> _BRIEF_: Show all lines from the data that include the word "node".

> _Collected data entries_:
□ □ □ □
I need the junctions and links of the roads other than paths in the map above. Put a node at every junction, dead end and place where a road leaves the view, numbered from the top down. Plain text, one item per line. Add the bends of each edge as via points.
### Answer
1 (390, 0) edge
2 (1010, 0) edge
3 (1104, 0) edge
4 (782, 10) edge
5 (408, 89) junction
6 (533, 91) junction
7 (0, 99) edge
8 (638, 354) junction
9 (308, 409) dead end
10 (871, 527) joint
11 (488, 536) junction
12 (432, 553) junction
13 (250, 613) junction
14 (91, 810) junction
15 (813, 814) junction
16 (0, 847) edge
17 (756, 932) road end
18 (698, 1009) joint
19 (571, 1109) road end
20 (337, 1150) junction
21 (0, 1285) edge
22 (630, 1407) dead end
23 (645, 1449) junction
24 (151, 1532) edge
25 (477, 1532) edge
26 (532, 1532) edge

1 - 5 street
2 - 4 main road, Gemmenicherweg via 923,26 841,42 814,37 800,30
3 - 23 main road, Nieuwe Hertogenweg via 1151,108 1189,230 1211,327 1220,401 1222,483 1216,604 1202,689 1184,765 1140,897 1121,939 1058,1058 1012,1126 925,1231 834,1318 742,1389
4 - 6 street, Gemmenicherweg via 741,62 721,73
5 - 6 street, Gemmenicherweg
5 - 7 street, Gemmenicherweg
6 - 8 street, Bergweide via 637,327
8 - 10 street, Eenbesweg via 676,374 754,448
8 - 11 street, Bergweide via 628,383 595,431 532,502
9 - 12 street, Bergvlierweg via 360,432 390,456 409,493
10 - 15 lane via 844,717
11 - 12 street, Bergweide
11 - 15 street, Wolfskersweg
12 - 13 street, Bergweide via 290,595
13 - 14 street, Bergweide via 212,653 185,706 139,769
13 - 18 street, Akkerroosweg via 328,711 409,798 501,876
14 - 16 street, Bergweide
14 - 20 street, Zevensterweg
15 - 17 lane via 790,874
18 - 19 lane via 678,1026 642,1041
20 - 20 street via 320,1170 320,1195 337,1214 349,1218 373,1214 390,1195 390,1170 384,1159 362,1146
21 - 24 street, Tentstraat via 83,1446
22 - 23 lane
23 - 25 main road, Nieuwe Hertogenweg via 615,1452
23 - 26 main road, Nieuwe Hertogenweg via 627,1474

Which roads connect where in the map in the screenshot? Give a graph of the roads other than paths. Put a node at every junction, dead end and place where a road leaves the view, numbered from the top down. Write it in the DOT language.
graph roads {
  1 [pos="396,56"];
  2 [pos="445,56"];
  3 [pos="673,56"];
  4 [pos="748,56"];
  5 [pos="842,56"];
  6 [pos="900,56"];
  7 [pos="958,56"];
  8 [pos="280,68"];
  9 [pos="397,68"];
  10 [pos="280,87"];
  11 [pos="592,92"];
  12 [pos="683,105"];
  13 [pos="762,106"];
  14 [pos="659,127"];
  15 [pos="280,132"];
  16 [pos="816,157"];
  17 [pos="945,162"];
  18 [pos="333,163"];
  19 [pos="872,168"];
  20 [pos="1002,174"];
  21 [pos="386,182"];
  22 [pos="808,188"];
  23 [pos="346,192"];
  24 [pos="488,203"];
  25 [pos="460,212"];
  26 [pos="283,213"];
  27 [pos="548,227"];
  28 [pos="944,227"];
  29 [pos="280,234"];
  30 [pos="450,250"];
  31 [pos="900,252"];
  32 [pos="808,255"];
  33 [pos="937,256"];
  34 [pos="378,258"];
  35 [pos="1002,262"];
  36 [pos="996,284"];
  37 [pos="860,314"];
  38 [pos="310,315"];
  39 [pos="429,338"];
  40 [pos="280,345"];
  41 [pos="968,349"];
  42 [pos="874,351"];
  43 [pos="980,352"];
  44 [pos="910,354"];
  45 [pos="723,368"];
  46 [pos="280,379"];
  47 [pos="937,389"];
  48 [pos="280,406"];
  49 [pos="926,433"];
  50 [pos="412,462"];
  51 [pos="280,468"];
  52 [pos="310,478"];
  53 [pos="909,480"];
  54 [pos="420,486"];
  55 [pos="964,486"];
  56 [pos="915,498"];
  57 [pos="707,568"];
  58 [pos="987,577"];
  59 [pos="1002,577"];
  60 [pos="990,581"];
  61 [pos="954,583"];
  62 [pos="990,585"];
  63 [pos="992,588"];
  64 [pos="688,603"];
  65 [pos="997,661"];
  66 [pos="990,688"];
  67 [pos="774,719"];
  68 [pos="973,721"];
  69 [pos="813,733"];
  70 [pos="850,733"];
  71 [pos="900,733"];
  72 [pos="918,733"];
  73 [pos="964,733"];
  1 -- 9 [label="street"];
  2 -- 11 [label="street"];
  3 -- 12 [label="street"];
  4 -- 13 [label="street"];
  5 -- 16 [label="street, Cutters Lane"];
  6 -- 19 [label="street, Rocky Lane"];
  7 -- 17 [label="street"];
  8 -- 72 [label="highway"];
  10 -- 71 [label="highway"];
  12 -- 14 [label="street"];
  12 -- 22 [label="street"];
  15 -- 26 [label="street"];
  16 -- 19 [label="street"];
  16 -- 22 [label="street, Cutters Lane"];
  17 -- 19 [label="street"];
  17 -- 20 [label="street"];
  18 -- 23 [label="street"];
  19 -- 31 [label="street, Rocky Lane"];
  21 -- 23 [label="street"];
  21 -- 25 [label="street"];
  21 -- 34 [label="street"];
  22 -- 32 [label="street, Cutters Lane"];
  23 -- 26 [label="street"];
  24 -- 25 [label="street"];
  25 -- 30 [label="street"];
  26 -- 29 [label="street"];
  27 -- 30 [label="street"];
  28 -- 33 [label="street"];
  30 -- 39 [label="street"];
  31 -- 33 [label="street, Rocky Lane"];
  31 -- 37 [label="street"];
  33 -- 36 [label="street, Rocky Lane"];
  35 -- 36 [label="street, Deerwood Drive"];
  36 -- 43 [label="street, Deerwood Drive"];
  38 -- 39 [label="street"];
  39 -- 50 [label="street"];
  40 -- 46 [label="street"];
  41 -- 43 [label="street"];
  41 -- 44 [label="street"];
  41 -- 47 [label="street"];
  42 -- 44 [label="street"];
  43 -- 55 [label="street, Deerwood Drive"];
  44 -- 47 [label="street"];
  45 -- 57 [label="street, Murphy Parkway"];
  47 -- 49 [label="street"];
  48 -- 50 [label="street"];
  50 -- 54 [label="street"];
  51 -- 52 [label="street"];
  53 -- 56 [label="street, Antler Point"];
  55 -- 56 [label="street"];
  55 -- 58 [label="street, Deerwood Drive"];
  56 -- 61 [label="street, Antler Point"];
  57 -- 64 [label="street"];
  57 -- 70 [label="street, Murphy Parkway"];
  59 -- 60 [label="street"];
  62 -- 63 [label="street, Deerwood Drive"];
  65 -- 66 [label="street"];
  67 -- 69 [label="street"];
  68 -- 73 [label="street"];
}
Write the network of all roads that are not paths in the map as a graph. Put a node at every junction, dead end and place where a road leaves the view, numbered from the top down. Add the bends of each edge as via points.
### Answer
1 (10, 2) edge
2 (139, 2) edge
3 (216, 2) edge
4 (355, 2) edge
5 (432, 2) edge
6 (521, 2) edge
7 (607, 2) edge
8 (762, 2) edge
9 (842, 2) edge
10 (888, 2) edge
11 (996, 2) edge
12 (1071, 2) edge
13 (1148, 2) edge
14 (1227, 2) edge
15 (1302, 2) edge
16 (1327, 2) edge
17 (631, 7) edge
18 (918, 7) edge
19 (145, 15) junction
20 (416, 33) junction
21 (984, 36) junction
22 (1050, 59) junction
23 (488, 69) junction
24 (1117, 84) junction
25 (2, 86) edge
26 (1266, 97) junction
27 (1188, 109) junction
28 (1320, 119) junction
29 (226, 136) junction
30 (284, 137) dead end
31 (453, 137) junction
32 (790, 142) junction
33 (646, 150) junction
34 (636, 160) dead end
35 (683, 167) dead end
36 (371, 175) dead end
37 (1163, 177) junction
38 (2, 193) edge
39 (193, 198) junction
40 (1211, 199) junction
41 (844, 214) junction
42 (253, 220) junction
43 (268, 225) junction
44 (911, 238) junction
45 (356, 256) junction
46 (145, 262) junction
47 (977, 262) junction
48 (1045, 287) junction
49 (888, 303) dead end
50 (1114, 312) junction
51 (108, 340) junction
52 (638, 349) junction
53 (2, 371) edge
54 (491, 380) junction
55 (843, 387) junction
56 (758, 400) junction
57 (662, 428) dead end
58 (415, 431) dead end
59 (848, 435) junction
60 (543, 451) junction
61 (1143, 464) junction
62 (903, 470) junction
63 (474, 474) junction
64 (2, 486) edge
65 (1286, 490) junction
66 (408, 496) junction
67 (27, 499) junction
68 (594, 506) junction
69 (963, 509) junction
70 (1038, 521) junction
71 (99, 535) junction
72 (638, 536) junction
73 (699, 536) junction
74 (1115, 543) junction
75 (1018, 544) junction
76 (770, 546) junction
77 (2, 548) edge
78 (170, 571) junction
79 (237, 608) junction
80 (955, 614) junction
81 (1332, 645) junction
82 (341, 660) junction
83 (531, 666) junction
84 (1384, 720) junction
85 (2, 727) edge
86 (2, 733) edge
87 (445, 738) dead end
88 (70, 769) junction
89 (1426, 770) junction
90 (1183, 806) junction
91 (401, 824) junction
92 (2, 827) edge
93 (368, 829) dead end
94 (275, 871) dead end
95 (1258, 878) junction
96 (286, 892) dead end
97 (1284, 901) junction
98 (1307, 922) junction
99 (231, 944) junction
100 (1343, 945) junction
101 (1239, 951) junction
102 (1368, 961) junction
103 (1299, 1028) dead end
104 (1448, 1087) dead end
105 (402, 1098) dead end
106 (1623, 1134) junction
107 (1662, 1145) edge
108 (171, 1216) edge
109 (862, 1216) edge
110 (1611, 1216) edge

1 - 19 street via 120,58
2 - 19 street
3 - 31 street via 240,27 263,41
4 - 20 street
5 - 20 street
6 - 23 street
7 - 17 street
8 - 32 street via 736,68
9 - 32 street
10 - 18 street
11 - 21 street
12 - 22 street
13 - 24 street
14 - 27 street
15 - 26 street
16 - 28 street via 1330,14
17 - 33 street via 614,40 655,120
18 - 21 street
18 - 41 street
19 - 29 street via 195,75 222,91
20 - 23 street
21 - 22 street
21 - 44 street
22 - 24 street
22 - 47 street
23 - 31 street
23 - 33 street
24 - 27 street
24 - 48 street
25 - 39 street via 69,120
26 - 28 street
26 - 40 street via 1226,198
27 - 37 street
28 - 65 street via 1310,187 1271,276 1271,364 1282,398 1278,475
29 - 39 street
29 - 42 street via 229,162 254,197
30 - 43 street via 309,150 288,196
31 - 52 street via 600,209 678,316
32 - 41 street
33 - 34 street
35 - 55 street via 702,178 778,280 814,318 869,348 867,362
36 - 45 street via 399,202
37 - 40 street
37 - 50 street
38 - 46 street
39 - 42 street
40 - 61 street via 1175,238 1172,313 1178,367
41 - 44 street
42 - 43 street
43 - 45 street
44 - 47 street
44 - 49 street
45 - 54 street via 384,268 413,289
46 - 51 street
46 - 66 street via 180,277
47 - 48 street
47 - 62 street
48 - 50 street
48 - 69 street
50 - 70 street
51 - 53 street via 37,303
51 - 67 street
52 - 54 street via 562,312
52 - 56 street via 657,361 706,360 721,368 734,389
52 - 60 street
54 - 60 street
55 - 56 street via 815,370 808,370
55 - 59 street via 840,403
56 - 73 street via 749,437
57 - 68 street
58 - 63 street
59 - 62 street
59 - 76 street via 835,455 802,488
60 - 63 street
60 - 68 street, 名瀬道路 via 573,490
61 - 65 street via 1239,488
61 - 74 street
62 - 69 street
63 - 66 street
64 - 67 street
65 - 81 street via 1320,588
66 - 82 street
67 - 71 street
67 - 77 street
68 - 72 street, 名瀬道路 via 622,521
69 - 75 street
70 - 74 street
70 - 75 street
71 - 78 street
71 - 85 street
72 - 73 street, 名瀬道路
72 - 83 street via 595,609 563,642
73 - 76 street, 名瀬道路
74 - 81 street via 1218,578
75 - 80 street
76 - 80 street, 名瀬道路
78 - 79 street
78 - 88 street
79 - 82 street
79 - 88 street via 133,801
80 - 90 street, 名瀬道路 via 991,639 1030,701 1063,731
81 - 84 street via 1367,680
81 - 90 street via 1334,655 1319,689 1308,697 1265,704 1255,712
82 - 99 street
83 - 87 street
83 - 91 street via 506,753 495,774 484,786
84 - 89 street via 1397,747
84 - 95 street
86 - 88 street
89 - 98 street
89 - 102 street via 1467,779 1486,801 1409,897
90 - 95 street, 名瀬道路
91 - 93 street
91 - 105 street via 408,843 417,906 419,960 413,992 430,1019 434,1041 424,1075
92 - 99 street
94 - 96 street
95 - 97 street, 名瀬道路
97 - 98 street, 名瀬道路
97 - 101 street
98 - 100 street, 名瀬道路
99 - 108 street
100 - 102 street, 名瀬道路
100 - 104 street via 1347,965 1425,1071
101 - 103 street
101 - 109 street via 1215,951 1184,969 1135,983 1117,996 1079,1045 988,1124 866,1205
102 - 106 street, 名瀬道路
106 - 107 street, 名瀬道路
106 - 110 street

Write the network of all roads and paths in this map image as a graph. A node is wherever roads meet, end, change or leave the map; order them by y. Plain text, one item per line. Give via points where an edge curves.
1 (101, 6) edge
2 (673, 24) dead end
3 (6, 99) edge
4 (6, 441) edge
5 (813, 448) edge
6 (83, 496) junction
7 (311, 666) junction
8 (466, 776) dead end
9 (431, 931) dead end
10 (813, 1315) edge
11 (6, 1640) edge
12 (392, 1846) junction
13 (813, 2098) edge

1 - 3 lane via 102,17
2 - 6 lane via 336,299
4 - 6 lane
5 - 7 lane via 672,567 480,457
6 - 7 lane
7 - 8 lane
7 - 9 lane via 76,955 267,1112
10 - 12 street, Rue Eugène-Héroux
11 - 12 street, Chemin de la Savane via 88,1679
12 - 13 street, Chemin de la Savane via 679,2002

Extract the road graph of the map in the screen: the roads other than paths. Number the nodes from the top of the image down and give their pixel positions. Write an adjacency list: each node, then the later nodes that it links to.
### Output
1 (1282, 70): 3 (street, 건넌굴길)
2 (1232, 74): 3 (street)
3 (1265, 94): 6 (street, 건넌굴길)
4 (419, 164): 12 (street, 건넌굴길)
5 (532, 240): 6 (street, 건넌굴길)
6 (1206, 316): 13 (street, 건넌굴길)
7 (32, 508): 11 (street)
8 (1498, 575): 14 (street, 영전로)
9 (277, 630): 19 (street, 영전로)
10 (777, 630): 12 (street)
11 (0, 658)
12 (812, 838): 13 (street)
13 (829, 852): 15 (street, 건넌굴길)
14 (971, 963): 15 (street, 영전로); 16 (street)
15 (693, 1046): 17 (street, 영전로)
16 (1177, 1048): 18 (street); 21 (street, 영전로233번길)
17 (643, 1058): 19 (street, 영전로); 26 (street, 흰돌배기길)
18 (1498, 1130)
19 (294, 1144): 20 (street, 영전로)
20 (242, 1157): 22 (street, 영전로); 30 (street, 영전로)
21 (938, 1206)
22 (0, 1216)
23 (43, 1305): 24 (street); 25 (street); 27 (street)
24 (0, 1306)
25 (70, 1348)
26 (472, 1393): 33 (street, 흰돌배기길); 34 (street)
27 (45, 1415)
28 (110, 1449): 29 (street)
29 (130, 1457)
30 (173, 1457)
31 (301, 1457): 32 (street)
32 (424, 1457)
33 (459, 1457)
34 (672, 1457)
□ □ □ □
> _ANSWER SPACE_:
I need the junctions and links of the roads other than paths in the map above. Put a node at every junction, dead end and place where a road leaves the view, numbered from the top down. Plain text, one item per line. Add the bends of each edge as via points.
Which roads connect where in the map in the screenshot? Give a graph of the roads other than paths. Put a node at every junction, dead end and place where a road leaves the view, numbered from the top down. Write it in the DOT language.
Write the network of all roads that are not paths in the map as a graph. Put a node at every junction, dead end and place where a road leaves the view, numbered from the top down. Add the bends of each edge as via points.
Write the network of all roads and paths in this map image as a graph. A node is wherever roads meet, end, change or leave the map; order them by y. Plain text, one item per line. Give via points where an edge curves.
Extract the road graph of the map in the screen: the roads other than paths. Number the nodes from the top of the image down and give their pixel positions. Write an adjacency list: each node, then the later nodes that it links to.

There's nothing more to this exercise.